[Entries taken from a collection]

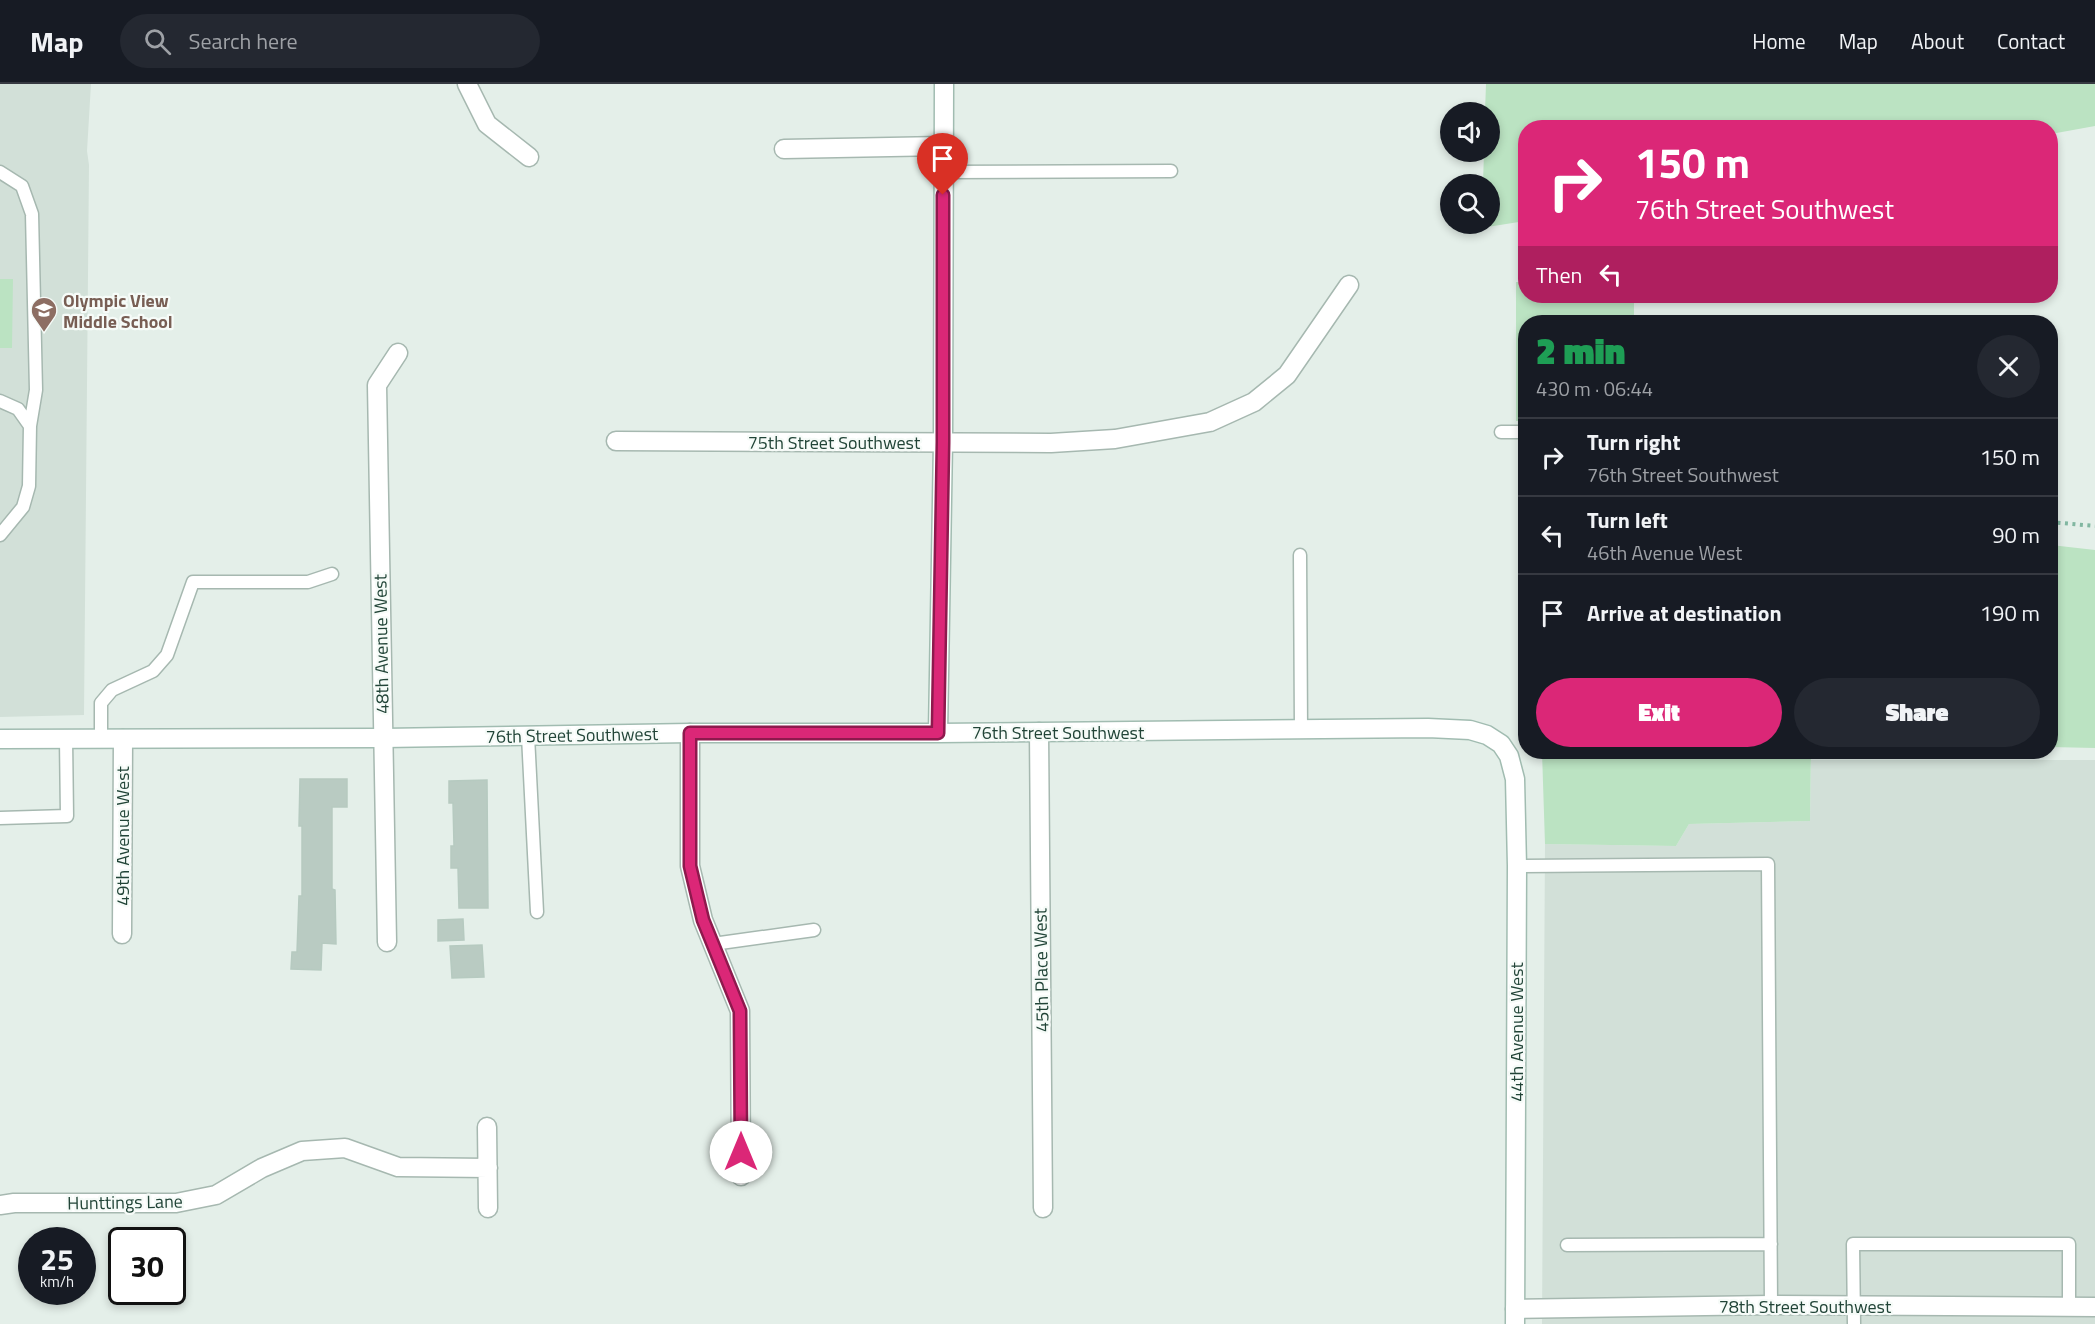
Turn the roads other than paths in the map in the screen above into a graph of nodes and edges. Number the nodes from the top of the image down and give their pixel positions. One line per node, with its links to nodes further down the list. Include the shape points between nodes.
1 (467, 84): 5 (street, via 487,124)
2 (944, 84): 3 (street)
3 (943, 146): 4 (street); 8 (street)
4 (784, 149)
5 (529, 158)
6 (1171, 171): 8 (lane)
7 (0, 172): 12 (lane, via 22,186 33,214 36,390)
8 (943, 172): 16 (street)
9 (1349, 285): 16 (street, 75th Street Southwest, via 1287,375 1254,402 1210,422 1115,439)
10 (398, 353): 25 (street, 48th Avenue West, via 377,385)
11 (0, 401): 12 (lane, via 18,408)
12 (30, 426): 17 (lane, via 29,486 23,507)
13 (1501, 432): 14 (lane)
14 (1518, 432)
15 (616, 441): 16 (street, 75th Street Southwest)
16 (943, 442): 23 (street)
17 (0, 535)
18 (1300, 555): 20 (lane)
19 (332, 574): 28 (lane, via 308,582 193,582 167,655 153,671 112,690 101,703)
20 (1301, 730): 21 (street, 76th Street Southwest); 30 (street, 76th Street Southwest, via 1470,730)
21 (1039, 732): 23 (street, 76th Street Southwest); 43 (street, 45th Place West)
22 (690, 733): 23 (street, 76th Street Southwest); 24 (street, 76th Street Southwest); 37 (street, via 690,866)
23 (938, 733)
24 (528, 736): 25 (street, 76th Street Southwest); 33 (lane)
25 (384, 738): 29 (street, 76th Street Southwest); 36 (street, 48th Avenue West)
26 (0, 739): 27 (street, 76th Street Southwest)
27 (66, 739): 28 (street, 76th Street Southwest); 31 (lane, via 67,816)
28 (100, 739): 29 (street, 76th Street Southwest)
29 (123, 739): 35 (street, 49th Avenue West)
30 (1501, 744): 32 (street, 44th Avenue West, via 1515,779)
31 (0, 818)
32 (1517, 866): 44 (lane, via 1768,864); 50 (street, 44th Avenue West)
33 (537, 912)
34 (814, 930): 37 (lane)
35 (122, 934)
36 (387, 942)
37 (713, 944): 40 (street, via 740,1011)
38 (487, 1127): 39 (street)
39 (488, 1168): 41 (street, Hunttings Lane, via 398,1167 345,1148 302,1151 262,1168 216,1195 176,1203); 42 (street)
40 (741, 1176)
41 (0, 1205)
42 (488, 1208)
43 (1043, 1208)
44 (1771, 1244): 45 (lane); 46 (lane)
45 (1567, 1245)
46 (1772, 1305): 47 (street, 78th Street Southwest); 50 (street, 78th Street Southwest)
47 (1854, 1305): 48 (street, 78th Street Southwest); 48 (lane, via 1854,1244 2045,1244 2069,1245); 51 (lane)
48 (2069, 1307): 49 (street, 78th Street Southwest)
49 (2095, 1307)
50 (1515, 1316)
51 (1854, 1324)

Activity =>
Each record must be repeated exactly, and no picture may be carried over.

Exercise response =>
Turn the roads other than paths in the map in the screen above into a graph of nodes and edges. Number the nodes from the top of the image down and give their pixel positions. One line per node, with its links to nodes further down the list. Include the shape points between nodes.
1 (467, 84): 5 (street, via 487,124)
2 (944, 84): 3 (street)
3 (943, 146): 4 (street); 8 (street)
4 (784, 149)
5 (529, 158)
6 (1171, 171): 8 (lane)
7 (0, 172): 12 (lane, via 22,186 33,214 36,390)
8 (943, 172): 16 (street)
9 (1349, 285): 16 (street, 75th Street Southwest, via 1287,375 1254,402 1210,422 1115,439)
10 (398, 353): 25 (street, 48th Avenue West, via 377,385)
11 (0, 401): 12 (lane, via 18,408)
12 (30, 426): 17 (lane, via 29,486 23,507)
13 (1501, 432): 14 (lane)
14 (1518, 432)
15 (616, 441): 16 (street, 75th Street Southwest)
16 (943, 442): 23 (street)
17 (0, 535)
18 (1300, 555): 20 (lane)
19 (332, 574): 28 (lane, via 308,582 193,582 167,655 153,671 112,690 101,703)
20 (1301, 730): 21 (street, 76th Street Southwest); 30 (street, 76th Street Southwest, via 1470,730)
21 (1039, 732): 23 (street, 76th Street Southwest); 43 (street, 45th Place West)
22 (690, 733): 23 (street, 76th Street Southwest); 24 (street, 76th Street Southwest); 37 (street, via 690,866)
23 (938, 733)
24 (528, 736): 25 (street, 76th Street Southwest); 33 (lane)
25 (384, 738): 29 (street, 76th Street Southwest); 36 (street, 48th Avenue West)
26 (0, 739): 27 (street, 76th Street Southwest)
27 (66, 739): 28 (street, 76th Street Southwest); 31 (lane, via 67,816)
28 (100, 739): 29 (street, 76th Street Southwest)
29 (123, 739): 35 (street, 49th Avenue West)
30 (1501, 744): 32 (street, 44th Avenue West, via 1515,779)
31 (0, 818)
32 (1517, 866): 44 (lane, via 1768,864); 50 (street, 44th Avenue West)
33 (537, 912)
34 (814, 930): 37 (lane)
35 (122, 934)
36 (387, 942)
37 (713, 944): 40 (street, via 740,1011)
38 (487, 1127): 39 (street)
39 (488, 1168): 41 (street, Hunttings Lane, via 398,1167 345,1148 302,1151 262,1168 216,1195 176,1203); 42 (street)
40 (741, 1176)
41 (0, 1205)
42 (488, 1208)
43 (1043, 1208)
44 (1771, 1244): 45 (lane); 46 (lane)
45 (1567, 1245)
46 (1772, 1305): 47 (street, 78th Street Southwest); 50 (street, 78th Street Southwest)
47 (1854, 1305): 48 (street, 78th Street Southwest); 48 (lane, via 1854,1244 2045,1244 2069,1245); 51 (lane)
48 (2069, 1307): 49 (street, 78th Street Southwest)
49 (2095, 1307)
50 (1515, 1316)
51 (1854, 1324)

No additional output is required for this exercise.